The Best Home Remedies for a Toothache
A toothache is a little like a headache or a backache, in that it is much more disruptive than many other types of pain. Let's face is most of us can make do with pain in a foot or an arm, but when you get pain in your teeth it can be very hard to handle. It makes it hard to eat, hard to sleep, hard to smile and hard to do any of the things that you probably enjoy. It’s always there at the back of your mind – or maybe at the front – and in some cases can be excruciating.
But you don’t need to suffer in silence. Thankfully, there are a number of different home remedies for toothaches that you can use right away and that you probably already have around the home. Read on and let’s put that tooth pain to rest!
One of the simplest and most effective home remedies for toothaches is simply to apply a warm compress to the side of the face which can not only help to soothe the pain but will also encourage blood flow to the region.
Don’t happen to have a jaw-shaped hot water bottle? Then why not try making a ‘rice sock’. To do so, take a sock, fill it with rice and then tie a knot at the top. You can now put this in the microwave on a low heat and the rice will absorb and hold on to that warmth. Then, when you apply the sock to your face, you should feel that it offers a comforting and warming relief.
Just make sure not to make the compress too warm! If the pain is caused by a sensitive tooth or exposed root, then extreme temperatures can actually exacerbate the issue rather than address it.
Another option is to use a small ice cube applied directly to the tooth inside a bag wrapped in tissue, or through the cheek. This can work by numbing the nerves to reduce the pain but it can also cause a fair amount of pain itself depending on the nature of your toothache. It’s also important to ensure you don’t touch the ice directly onto the tooth or gum and that you stop after ten minutes – otherwise it can cause nerve damage.
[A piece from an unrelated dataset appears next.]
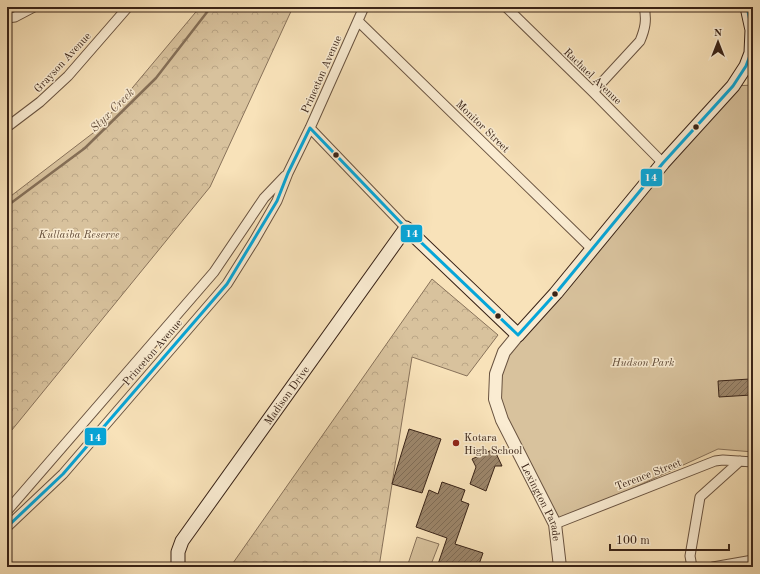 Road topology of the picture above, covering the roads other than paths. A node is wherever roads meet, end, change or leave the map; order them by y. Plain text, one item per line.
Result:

Garlic is one of the most potent home remedies for toothache as well as one of the best all-round health panaceas that can do everything from killing bacteria to improving circulation. Too bad it doesn’t do much for your breath…
It’s this antibiotic effect that can make garlic effective in treating tooth pain. It won’t offer immediate relief but what it can do is to help kill off the germs over time and thereby reduce the discomfort in the long-haul. To use it, chop one garlic clove nice and finely and then let it sit for a while to release the allicin (the active ingredient). Apply just a small amount onto the affected area but don’t use too much as it can burn! Leave for a few minutes and then rinse. You’ll need to do this regularly in order to feel the effects.
If we’re talking about disinfecting the area though, then few things will be more effective than simply rinsing with a saline solution. Salt is very effective at disinfecting an area and will also have a numbing effect, especially when mixed with mildly warm water.
Simply take a warm glass of water, add a pinch of salt and then swill. This is recommended for anyone with a cut on the inside of their mouth also as a way to prevent infection.
Ginger and Cayenne Pepper
Make a paste out of powdered ginger and red cayenne pepper by pouring the two ingredients into the bottom of a cup and adding a drop or two of water. Roll a ball of cotton and then dab onto the area.
This works because ginger is a natural anti-inflammatory and this can reduce redness and irritation. Meanwhile, the pepper will warm the area and encourage blood flow to help with healing.
If you’re feeling under the weather, then a nice cup of tea will often help to soothe and make you feel a bit better. Choosing peppermint tea is the savvy choice in particular though as this has numbing benefits thanks to the mint. Put a teaspoon of dried peppermint leaves into a cup of boiling water and steep for 20 minutes. Drink at a warm temperature.
Warm Tea Bag
Another way that you can use tea to address the problem, is by lying a warm, damp tea bag on the affected tooth or gum. This doesn’t have much logic behind it but it is a folk remedy that at the very least should offer some soothing relief. And it’s certainly possible that the astringent tannins found in black tea are going to work!
Look, it’s not terribly scientific, but it also can’t hurt and if you’re in serious pain then I’m sure you’re willing to try anything. Take your thumb and press it into the point on the back of your other hand where your thumb and index finger meet. Apply the pressure here for two minutes. According to some very dubious scientific explanation, this might help to release feel-good hormones and endorphins (like serotonin) which are the brain’s natural pain killers.
Speaking of which, one of the best ways to reduce any kind of pain is simply to distract yourself. Try watching a funny film, going for a walk or chatting with friends to take your mind off of it. Meanwhile, it’s also a good idea to switch to a soft bristled toothbrush while you wait for the pain to subside as this can help a lot. While these remedies might offer some light relief though, it’s always advisable to visit your doctor if the pain doesn’t go away permanently on its own as it could be a sign of decay or other more serious problems.